Task description
Please find the lines in the following records that hold "Left", and copy them.

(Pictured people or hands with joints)

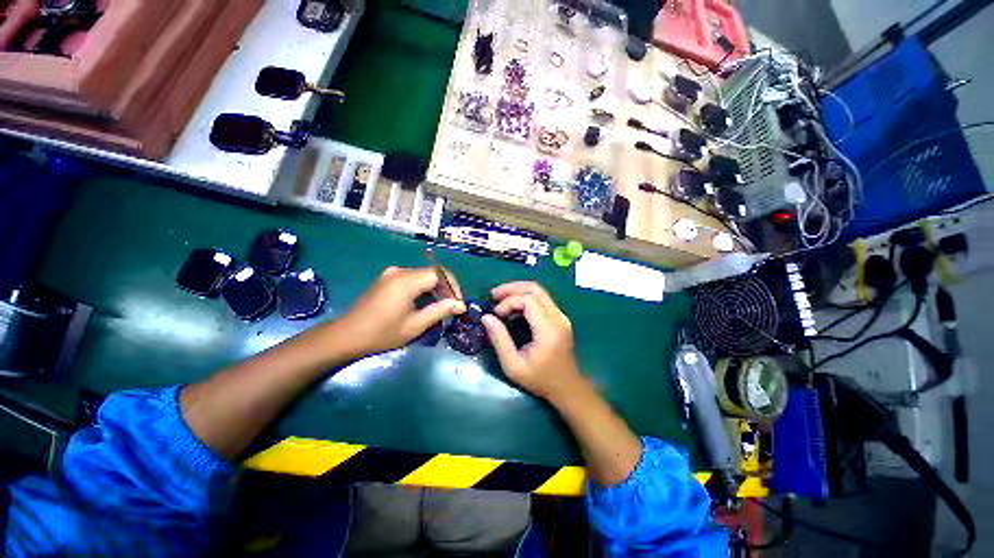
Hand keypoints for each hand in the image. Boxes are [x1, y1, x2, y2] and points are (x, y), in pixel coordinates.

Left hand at [339, 266, 465, 356]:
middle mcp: (399, 271)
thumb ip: (440, 311)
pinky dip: (424, 288)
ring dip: (436, 288)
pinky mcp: (387, 278)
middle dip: (446, 288)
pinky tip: (426, 302)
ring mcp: (392, 273)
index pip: (439, 273)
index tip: (458, 302)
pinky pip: (413, 278)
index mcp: (406, 281)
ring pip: (423, 275)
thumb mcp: (414, 325)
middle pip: (432, 272)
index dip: (453, 286)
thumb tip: (461, 305)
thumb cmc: (381, 333)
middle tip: (452, 306)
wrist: (346, 336)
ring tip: (441, 306)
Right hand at [482, 282, 583, 401]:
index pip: (528, 300)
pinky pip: (542, 300)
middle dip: (512, 288)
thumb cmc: (539, 379)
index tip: (496, 314)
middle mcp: (557, 318)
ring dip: (518, 291)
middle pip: (535, 289)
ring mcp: (561, 316)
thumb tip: (486, 317)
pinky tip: (513, 306)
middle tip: (494, 294)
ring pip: (539, 291)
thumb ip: (500, 340)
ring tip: (500, 298)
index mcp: (548, 329)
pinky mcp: (560, 318)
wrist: (566, 387)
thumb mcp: (513, 365)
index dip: (508, 302)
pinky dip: (526, 298)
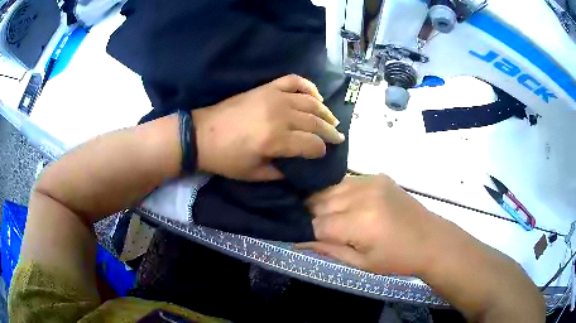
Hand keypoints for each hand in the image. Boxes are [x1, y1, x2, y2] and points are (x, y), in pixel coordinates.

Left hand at [192, 74, 344, 180]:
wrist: (202, 134)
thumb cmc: (226, 158)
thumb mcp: (254, 174)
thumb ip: (280, 172)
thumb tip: (298, 166)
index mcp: (276, 140)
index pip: (312, 144)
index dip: (321, 151)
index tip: (323, 154)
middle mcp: (280, 116)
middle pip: (315, 122)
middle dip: (330, 132)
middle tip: (338, 138)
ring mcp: (274, 97)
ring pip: (310, 102)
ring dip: (325, 111)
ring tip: (332, 120)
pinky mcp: (266, 88)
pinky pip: (294, 81)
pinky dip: (308, 86)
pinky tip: (315, 96)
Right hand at [297, 175, 438, 276]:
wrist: (430, 239)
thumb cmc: (397, 259)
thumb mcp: (361, 263)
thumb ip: (329, 250)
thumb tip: (298, 242)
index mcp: (361, 223)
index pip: (318, 224)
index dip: (310, 232)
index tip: (309, 239)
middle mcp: (363, 196)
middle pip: (320, 201)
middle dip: (313, 216)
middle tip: (319, 228)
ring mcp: (372, 181)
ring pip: (330, 188)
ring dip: (324, 202)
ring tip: (330, 216)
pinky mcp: (378, 176)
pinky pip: (347, 181)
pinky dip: (340, 192)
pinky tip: (345, 204)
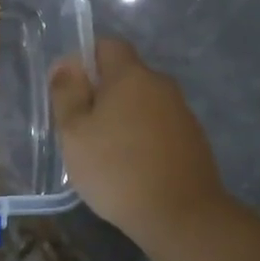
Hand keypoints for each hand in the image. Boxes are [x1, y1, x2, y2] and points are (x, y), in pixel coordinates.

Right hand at [50, 39, 227, 241]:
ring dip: (122, 118)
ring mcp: (181, 112)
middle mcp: (161, 85)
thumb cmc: (116, 169)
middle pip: (125, 75)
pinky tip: (130, 168)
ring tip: (104, 153)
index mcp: (131, 75)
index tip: (68, 90)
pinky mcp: (193, 139)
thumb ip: (67, 93)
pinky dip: (141, 138)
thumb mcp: (74, 133)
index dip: (84, 59)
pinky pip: (158, 126)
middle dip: (101, 93)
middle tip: (79, 129)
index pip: (107, 45)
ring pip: (142, 103)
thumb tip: (66, 63)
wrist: (181, 215)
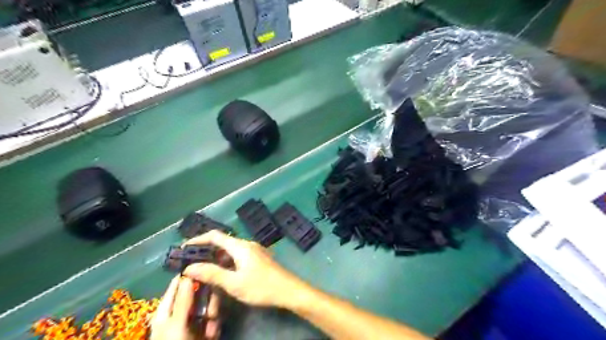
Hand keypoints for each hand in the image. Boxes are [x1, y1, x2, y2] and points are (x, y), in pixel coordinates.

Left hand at [151, 277, 220, 339]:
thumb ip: (183, 300)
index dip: (190, 273)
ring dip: (212, 313)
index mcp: (166, 310)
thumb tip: (188, 273)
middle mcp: (180, 312)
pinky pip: (213, 319)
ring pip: (207, 305)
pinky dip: (214, 324)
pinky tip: (213, 333)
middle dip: (207, 297)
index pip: (177, 285)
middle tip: (214, 303)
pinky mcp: (204, 330)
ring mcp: (193, 322)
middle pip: (196, 294)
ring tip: (212, 326)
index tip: (207, 262)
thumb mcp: (176, 325)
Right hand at [181, 231, 308, 307]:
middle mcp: (247, 244)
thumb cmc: (261, 286)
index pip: (215, 236)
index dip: (198, 239)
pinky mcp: (259, 258)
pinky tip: (223, 274)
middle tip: (191, 263)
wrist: (288, 290)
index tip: (184, 248)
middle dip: (206, 251)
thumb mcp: (234, 283)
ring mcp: (255, 250)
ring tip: (204, 271)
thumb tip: (189, 267)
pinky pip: (238, 256)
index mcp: (240, 246)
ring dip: (217, 258)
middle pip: (223, 243)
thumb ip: (212, 274)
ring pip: (231, 251)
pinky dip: (227, 262)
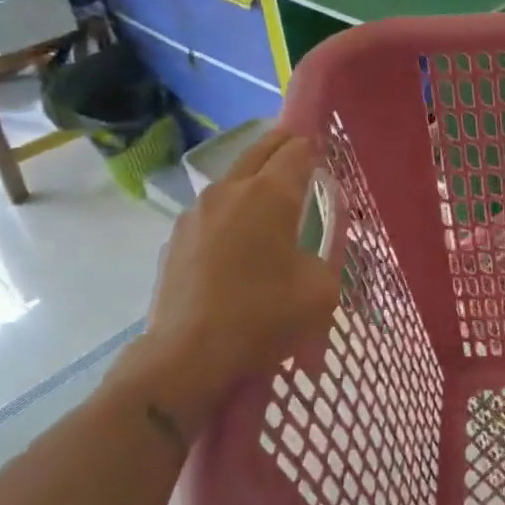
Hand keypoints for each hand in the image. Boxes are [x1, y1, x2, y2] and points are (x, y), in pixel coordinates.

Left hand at [117, 131, 341, 422]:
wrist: (186, 357)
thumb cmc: (262, 317)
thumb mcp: (321, 290)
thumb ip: (327, 255)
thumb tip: (313, 248)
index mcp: (269, 194)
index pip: (297, 150)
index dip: (315, 147)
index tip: (327, 152)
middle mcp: (230, 190)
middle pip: (261, 150)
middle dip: (284, 146)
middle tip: (303, 156)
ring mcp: (196, 212)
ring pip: (233, 178)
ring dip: (255, 179)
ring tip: (272, 202)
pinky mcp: (176, 237)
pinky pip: (213, 210)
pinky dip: (232, 211)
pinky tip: (239, 240)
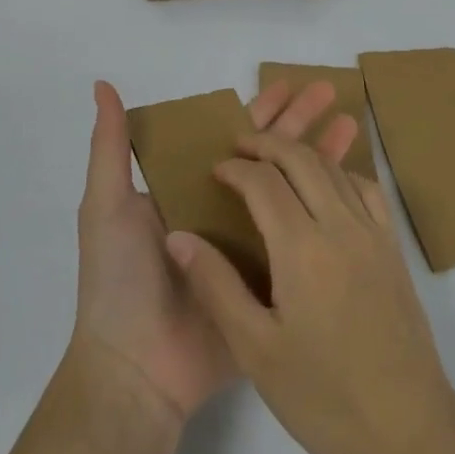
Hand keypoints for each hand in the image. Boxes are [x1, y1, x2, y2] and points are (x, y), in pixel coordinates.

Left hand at [72, 79, 358, 424]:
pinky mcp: (269, 283)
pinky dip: (325, 213)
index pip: (230, 136)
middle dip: (298, 122)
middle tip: (331, 91)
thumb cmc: (119, 279)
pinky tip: (352, 189)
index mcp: (187, 188)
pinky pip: (301, 240)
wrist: (136, 370)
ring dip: (319, 157)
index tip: (289, 83)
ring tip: (352, 124)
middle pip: (268, 156)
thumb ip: (111, 146)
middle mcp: (221, 210)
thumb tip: (101, 84)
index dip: (258, 110)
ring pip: (291, 191)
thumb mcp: (106, 205)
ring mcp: (249, 247)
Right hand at [166, 129, 454, 453]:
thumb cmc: (324, 398)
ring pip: (334, 168)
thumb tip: (178, 237)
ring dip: (301, 153)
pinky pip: (367, 188)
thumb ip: (216, 286)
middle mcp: (340, 226)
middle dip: (267, 144)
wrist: (409, 431)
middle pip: (301, 159)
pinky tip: (327, 187)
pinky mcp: (394, 249)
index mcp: (302, 249)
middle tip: (239, 147)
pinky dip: (340, 172)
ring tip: (275, 159)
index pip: (263, 182)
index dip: (235, 168)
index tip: (215, 170)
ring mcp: (373, 234)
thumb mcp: (256, 351)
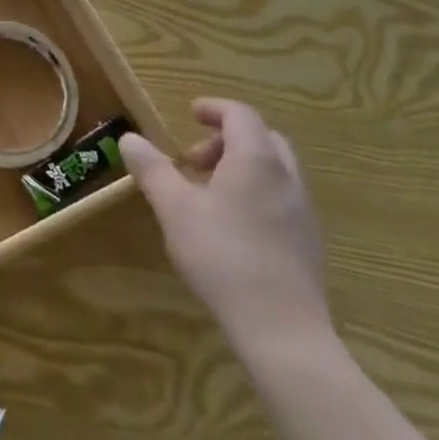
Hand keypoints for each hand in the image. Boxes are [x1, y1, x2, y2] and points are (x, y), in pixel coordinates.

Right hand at [121, 99, 331, 360]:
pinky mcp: (308, 243)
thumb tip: (130, 137)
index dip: (214, 109)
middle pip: (262, 138)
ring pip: (274, 170)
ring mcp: (303, 212)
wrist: (283, 331)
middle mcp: (286, 177)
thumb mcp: (175, 208)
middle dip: (227, 140)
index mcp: (256, 159)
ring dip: (241, 168)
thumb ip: (152, 169)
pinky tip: (232, 228)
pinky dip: (256, 193)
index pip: (240, 114)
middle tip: (195, 160)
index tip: (190, 114)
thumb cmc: (223, 256)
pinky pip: (281, 199)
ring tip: (208, 195)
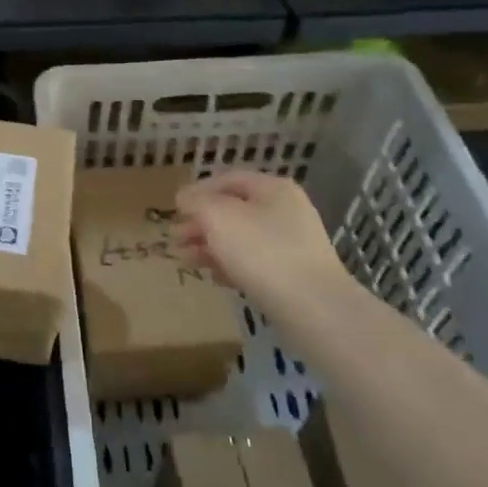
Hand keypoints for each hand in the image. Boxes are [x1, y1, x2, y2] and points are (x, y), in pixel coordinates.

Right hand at [174, 170, 346, 317]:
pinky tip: (214, 277)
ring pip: (241, 238)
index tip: (175, 208)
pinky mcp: (292, 274)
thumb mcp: (218, 216)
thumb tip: (184, 197)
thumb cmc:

Reply
Left hand at [339, 266, 465, 356]:
Left hand at [192, 74, 344, 180]:
Left hand at [151, 277, 220, 339]:
Left hand at [117, 131, 341, 422]:
Left hand at [72, 79, 358, 424]:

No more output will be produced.